Anyway. Talking to B every week has definitely helped me out, our last session was last week and I’m taking it better than I thought, I think. I kind of miss the sessions though, is that weird? She asked me how I felt about it and I told her I had gotten used to it…to talking things through with her and…I guess to her “probing” questions. She had me thinking about things sometimes in ways I hadn’t before or even when I didn’t want to think/talk about them. Not that she forced me to talk. Because she didn’t. I think I kind of felt like, I might as well talk to her, that’s what I came for. Anyway. I guess that’s all for now. Maybe more later.

I was thinking…just now (lol) that I don’t think I really believe in myself. That’s not good. Looking back, that’s definitely detrimental to my goals, dreams, ambitions, etc. It can be difficult to have a support system when, at the end of the day, you aren’t even behind yourself. If, after everyone leaves and the other voices are gone…my own isn’t even in support of me.

Maybe that’s also a bit of the reason why I seek affirmation so often from people. Constantly questioning/wondering where I am or where I fall in people’s lives. Which, to an extent, I guess most people do at some point, maybe, in life. But I put a little too much emphasis on it. Feeling lost in life is partly because even though I may have things I want to do or am interested in doing…I don’t really think I could/can do them.

That’s kinda depressing, right? Difficult to succeed when I don’t have confidence in myself or my abilities. My graduation date has been pushed back and, though I’m still a little shaky about these new changes I’m making, I’m kind of glad I’m not graduating. I don’t know what I would do or where I would go when I’m finished.

All this…it’s keeping me in one spot, in a sense.

And no one can make me move except me.

Anyway.

On to my research papers.

Dream a Little Dream of Me

I don’t dream often. I have some weird dreams sometimes…had a dream the other night and Beyoncé was in it. Of all people. I’m not even a Beyoncé fan, so it was extra random.

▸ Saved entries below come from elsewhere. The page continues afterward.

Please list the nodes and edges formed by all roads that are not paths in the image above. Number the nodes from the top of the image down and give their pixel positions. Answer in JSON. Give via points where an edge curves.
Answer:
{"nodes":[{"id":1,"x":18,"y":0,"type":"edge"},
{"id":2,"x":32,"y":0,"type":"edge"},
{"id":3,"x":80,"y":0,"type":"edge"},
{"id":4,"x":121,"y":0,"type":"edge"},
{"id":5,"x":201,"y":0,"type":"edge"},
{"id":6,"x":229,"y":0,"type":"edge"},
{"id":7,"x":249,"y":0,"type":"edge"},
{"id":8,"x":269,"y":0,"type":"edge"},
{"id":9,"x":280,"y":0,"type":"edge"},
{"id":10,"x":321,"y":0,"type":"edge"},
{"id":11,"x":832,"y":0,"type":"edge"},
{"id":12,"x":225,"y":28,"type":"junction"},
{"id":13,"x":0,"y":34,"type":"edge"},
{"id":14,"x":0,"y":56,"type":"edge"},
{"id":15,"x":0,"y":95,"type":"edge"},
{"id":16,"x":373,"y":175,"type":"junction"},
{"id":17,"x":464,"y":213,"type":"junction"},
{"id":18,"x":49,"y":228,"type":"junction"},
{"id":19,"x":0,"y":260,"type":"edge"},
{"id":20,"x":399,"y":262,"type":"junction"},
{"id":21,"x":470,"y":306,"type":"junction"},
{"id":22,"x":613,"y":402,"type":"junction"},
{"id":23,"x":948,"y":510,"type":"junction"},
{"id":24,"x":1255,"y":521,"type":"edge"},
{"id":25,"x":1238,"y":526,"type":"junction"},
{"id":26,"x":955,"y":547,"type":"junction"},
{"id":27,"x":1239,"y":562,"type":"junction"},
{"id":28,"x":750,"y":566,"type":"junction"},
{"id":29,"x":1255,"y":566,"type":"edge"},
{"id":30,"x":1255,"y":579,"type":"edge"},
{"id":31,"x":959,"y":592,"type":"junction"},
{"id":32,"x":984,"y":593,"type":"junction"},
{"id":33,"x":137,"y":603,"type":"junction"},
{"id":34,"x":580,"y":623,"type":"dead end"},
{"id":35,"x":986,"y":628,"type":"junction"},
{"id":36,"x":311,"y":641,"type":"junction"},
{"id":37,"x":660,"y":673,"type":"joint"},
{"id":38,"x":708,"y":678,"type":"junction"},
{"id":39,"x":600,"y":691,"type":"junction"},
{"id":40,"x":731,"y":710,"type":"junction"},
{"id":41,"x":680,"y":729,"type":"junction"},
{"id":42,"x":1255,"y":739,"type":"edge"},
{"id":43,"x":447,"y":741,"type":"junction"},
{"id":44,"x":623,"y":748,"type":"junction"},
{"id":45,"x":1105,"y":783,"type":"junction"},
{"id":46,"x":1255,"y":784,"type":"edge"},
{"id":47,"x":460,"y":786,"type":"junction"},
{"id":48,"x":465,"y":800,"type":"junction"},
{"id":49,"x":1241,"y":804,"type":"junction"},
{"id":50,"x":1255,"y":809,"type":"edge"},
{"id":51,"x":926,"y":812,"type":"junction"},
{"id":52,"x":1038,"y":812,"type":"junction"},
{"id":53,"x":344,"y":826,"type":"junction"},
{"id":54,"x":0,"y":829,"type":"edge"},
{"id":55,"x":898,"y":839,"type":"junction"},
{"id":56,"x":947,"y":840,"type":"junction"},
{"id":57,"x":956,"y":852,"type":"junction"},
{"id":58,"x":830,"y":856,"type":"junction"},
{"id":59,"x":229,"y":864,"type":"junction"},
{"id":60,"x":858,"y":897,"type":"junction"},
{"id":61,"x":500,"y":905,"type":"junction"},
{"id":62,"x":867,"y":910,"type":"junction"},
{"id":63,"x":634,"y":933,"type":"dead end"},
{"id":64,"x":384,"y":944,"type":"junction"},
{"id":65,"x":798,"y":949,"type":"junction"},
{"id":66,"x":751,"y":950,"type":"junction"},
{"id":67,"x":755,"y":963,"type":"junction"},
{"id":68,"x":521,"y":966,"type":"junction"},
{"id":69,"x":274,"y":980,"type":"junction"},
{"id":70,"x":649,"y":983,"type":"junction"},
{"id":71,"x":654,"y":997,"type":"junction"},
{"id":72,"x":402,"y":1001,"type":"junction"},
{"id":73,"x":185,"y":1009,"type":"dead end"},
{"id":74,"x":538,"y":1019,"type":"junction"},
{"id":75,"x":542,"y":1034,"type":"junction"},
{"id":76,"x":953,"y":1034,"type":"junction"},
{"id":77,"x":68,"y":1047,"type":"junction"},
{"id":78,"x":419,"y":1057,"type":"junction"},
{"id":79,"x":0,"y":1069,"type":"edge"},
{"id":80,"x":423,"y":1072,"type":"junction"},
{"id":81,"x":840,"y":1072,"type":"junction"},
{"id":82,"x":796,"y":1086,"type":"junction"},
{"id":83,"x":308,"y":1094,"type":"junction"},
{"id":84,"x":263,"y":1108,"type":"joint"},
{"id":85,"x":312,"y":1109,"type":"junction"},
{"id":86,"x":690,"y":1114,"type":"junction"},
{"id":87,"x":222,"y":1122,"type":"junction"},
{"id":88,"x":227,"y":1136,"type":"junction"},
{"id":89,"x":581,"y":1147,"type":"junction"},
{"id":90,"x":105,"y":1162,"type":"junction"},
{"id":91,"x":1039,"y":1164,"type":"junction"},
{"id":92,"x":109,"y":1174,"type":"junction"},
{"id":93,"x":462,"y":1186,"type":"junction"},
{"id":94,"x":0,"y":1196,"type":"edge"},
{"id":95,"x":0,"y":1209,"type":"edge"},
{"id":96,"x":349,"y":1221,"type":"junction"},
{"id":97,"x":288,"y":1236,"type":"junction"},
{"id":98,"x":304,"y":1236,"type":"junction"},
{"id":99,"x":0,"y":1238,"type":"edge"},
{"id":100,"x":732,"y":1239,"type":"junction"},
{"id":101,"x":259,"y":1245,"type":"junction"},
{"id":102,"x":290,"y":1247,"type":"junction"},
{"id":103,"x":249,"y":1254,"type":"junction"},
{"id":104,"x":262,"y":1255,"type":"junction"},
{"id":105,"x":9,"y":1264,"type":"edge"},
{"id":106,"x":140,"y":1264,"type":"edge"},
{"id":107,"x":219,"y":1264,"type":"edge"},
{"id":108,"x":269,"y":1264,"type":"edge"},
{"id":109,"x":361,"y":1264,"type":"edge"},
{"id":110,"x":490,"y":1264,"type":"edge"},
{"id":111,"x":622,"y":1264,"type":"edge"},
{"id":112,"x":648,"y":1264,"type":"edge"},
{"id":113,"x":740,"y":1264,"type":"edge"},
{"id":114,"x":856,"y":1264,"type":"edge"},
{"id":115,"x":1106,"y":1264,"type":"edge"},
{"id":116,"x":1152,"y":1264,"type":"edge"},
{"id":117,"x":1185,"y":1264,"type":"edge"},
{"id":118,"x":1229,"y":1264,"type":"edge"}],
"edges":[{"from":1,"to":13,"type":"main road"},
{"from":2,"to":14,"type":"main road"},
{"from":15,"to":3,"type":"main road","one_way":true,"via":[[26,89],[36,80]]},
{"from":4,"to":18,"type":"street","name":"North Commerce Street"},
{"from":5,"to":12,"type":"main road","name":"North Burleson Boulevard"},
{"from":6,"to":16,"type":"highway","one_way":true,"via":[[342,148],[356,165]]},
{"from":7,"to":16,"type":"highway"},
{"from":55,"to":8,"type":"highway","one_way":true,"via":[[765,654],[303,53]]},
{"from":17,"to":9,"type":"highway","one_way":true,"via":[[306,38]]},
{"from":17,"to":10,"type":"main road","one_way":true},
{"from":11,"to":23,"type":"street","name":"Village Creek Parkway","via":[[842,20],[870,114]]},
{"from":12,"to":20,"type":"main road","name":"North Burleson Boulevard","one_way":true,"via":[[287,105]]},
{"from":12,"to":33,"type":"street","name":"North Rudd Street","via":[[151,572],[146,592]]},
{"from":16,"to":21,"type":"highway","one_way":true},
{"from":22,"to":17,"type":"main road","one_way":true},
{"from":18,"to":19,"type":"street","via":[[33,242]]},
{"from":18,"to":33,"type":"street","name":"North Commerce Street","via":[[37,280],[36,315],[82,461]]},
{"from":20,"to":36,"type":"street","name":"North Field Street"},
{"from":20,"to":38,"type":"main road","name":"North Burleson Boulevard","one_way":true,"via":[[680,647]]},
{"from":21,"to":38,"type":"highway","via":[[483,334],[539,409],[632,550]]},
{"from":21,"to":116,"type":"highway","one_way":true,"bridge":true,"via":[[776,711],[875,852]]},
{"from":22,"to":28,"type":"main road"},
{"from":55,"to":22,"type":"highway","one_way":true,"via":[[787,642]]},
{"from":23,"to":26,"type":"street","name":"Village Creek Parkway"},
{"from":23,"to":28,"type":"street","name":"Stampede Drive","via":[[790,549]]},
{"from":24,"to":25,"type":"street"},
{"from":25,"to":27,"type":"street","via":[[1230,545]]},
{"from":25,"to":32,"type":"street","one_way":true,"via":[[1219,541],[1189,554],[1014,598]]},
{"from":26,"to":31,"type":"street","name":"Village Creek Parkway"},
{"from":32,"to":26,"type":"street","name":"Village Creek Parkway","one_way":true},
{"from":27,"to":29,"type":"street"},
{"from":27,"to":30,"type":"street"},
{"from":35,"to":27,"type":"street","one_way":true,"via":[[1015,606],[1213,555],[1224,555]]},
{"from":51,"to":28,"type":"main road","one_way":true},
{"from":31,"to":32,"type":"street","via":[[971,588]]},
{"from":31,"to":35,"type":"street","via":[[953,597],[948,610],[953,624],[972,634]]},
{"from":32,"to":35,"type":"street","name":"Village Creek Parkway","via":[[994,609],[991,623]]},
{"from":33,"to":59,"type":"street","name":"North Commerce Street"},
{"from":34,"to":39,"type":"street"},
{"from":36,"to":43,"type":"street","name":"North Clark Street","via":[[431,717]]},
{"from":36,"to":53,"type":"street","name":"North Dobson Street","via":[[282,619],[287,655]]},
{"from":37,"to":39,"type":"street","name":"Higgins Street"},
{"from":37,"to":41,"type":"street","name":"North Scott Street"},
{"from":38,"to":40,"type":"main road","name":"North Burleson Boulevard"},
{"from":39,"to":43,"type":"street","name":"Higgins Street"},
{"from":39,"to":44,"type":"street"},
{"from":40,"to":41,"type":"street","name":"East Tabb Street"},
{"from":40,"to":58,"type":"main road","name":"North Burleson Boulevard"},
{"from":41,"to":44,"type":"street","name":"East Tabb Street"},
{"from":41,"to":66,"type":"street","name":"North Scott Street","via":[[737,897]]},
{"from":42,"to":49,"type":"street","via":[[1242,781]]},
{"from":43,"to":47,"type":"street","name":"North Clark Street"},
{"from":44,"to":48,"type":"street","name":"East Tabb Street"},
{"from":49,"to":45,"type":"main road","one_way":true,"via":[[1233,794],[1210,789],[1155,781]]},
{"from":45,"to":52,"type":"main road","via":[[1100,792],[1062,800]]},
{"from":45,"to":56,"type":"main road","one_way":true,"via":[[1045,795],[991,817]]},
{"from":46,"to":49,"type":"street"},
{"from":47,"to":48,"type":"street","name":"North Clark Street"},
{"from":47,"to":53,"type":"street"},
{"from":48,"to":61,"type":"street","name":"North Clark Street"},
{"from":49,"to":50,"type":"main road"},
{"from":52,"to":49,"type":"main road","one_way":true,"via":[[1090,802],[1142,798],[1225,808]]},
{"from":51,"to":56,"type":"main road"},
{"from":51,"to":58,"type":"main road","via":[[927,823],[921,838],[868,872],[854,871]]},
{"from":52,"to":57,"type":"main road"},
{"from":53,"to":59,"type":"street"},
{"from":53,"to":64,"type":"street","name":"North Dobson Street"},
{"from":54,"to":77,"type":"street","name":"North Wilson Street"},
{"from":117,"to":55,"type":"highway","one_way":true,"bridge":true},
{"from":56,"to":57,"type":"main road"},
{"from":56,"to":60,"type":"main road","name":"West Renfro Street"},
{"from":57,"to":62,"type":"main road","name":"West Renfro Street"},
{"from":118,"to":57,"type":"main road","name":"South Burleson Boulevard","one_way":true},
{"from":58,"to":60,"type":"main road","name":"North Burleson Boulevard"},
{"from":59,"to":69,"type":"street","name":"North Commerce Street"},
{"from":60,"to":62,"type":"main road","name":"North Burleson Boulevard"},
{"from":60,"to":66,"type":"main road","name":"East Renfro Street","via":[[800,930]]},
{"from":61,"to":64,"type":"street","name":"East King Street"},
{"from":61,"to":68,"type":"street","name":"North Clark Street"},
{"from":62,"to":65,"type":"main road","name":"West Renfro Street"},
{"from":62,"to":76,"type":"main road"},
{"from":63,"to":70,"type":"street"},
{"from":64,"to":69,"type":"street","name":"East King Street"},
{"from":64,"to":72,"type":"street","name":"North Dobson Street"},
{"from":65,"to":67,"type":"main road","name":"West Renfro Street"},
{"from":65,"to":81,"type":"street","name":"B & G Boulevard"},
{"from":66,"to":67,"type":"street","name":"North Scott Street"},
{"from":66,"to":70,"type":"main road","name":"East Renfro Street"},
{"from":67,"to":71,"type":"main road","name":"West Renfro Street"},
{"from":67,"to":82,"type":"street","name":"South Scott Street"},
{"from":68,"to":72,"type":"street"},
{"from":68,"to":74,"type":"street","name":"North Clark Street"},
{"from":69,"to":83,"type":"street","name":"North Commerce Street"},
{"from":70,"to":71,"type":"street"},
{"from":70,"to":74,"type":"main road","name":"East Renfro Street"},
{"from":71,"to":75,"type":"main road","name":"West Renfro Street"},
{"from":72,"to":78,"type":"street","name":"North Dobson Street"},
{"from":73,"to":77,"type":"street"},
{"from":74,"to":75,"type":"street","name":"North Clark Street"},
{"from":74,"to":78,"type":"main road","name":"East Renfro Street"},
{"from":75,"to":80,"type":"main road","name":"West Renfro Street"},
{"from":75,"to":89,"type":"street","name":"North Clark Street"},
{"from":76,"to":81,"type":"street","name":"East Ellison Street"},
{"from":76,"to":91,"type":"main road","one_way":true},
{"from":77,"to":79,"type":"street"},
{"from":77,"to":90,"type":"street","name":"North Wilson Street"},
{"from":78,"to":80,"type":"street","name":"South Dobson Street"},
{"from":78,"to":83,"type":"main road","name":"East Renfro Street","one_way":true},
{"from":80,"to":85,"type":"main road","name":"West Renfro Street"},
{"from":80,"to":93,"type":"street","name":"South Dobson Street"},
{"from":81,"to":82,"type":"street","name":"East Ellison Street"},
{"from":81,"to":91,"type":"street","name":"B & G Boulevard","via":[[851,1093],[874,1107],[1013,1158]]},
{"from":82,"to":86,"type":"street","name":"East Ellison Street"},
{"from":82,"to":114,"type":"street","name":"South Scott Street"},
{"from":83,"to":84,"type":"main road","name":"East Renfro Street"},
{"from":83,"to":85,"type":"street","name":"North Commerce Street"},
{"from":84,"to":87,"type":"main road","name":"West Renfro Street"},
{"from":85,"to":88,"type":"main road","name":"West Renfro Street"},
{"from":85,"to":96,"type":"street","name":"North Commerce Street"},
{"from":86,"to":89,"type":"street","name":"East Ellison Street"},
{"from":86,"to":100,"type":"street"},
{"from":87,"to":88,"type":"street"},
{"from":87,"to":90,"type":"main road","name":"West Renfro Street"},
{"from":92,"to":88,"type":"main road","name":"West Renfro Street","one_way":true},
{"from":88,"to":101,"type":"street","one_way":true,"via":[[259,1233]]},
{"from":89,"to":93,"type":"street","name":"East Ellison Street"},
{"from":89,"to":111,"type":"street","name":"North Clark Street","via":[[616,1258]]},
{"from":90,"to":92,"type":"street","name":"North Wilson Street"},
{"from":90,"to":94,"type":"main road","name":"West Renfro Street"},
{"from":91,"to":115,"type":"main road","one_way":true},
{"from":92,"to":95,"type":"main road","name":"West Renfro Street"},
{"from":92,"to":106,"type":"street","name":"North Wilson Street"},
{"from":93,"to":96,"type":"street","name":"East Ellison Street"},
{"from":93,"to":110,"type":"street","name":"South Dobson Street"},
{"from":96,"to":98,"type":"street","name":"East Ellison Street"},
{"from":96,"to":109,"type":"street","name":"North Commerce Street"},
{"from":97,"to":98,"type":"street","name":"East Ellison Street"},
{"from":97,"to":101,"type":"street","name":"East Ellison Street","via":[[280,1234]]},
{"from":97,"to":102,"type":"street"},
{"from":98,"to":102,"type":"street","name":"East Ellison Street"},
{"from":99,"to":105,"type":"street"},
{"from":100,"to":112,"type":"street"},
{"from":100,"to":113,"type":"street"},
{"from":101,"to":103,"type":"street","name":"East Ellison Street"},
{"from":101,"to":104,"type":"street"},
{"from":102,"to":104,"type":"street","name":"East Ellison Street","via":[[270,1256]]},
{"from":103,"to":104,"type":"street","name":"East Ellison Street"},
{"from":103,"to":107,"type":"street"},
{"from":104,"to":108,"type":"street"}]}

But then there are times when I dream and it is a good dream. Today, in the middle of the day, a random nap lol I dreamt of my mother. And some other stuff, strange occurrences, but the highlight of the dream was my mom. I dreamt I was talking to her on Skype or something on my phone. The image on the phone/screen was so crisp and clear, I felt like she was right in front of me. I told her my sister had a doctor’s appointment and that I was planning to go (or was currently visiting) my father . Then I told her I was ready to leave. But she told me if I needed to stay longer, then to stay longer.

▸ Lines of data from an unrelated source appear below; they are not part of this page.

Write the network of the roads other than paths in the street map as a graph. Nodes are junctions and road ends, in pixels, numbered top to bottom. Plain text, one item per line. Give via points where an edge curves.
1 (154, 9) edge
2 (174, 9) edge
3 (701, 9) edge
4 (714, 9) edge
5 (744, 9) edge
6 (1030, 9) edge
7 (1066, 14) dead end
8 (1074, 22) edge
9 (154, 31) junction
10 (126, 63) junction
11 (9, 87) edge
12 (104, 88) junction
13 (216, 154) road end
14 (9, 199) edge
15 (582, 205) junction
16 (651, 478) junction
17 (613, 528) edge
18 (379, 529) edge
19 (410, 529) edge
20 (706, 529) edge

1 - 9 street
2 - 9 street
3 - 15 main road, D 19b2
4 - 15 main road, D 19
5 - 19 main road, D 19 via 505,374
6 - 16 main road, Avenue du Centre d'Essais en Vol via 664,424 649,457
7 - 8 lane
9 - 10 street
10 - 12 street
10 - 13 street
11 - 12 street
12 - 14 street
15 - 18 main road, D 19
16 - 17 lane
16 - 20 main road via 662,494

It was a very, very vivid dream. It’s been some hours since I had the dream and I’m already losing it, as tends to happen with dreams. Fading away slowly, but surely. But I remember seeing her face and hearing her voice so clearly…I haven’t seen it like that in awhile. It felt so real. Waking up, I was a little confused because I realized it was a dream, but it felt so much like reality. I wasn’t even upset because I got to see her and talk to her. I haven’t dreamt of her in so long.

It was nice.

missing  my mother. told the story tonight, haven’t told it in awhile. everyone is sleep or…away, somehow, but…idk…I’ve been doing “good”, been “okay”, lately. I think so, anyway. big changes and the holidays are coming, though, so..inevitably, these familiar, not quite dormant feelings of pain and loss resurface. not that they were ever below the surface…just…so much other stuff piled on top of it, sometimes it’s hard to see. but it’s always there.

sometimes I just want her, you know?

have to remember that I’m not alone. God is always here and He loves me. He knows my pain and understands it and He can comfort me, though I often feel inconsolable. He can do what seems to be impossible. He cares. He knows. I don’t understand and, honestly, not sure I want to…because it wouldn’t make me feel any better, necessarily. But He is here.

might need to go back after all. idk.

I miss you, Lady. So very much…and that is still an understatement. Can’t wait until I see you again.